Turning to our outcome variables related to workplace advancement, we continue to find similar, negative results. Priming personal mental load significantly reduces intentions to engage in workplace activities related to advancement (including pursuing a leadership role, further training, and new responsibilities at work, and negotiating for a higher salary), Substantively, the effect size of −0.045 is equivalent to approximately 20 per cent of a standard deviation in our workplace advancement scale (mean = 0.68, SD = 0.22). Additionally, in Figure 4 we present the results of our analysis of the effects of mental load priming on preferred work hours. This question asks respondents how many hours a week they would choose to work if they could choose, keeping in mind that earnings would go up or down according to how many hours they work. We also ask respondents a similar question about their preferred working hours for their partner. Figure 4 shows that priming the mental load causes a reduction in preferred working time by nearly two hours per week. While the treatment is similarly linked to a reduction in preferred working hours for one’s partner, this effect is not significant at conventional levels in our overall sample.

Figure 4. Effect of Mental Load Priming on Preferred Working Hours for Self and Partner.

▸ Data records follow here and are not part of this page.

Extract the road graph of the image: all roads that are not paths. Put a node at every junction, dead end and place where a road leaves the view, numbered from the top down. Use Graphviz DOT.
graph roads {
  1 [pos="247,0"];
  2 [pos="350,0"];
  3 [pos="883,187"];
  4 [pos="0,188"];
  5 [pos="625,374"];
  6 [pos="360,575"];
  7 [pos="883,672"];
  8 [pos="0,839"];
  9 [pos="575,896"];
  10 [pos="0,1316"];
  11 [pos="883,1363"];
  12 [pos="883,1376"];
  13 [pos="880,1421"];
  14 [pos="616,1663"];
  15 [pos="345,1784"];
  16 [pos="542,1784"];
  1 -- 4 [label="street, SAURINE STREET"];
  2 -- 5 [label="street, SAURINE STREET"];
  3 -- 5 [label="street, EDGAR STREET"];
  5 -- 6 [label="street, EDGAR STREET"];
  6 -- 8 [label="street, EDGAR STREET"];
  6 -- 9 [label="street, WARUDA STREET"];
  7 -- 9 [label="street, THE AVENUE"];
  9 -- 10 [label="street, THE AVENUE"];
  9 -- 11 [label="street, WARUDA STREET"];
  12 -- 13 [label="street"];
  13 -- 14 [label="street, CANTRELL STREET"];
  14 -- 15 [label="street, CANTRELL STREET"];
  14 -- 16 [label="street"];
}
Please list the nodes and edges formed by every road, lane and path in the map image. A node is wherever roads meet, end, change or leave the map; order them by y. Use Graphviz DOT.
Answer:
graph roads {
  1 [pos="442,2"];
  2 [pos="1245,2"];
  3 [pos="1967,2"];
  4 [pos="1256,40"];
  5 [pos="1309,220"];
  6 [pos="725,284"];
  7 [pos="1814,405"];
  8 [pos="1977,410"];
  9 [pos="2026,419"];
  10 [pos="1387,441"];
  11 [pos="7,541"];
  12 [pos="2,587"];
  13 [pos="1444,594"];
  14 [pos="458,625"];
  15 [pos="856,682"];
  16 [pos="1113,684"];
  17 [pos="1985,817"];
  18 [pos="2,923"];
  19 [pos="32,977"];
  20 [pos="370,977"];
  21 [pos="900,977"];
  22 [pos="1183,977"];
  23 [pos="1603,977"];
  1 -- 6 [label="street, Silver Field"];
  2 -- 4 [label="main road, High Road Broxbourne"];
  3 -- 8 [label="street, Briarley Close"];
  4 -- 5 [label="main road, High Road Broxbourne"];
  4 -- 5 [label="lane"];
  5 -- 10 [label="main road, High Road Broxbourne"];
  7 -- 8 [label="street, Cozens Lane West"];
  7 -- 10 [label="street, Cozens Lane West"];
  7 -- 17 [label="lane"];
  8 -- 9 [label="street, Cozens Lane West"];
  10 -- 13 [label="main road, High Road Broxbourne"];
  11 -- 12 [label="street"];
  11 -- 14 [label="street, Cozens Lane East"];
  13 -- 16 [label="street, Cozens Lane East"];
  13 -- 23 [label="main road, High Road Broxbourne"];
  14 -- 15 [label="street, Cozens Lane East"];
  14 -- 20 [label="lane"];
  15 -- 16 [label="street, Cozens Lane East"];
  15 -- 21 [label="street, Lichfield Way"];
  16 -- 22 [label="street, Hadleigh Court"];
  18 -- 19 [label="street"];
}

Notes: The plot depicts point estimates with 95 per cent confidence intervals for the treatment effects (mental load priming) on the outcome variables measuring hours per week respondents would choose to work (described on the y-axis). Full results can be found in Table A2 of the Appendix. Data include 998 respondents.

Subgroup heterogeneity: Fathers versus mothers

Next, we investigate heterogeneous effects by respondent gender. We expect that priming the mental load might impact fathers and mothers in different ways, and thus offer two alternative hypotheses. First, effects might be stronger for fathers than for mothers, if women tend to already account for cognitive household work in their decision-making (H2.a). Conversely, if women have more intimate knowledge of the nature of cognitive labour and its consequences on capacity, the effects might be stronger for mothers than fathers (H2.b). Figures 5 and 6 present the results of the analysis split by gender.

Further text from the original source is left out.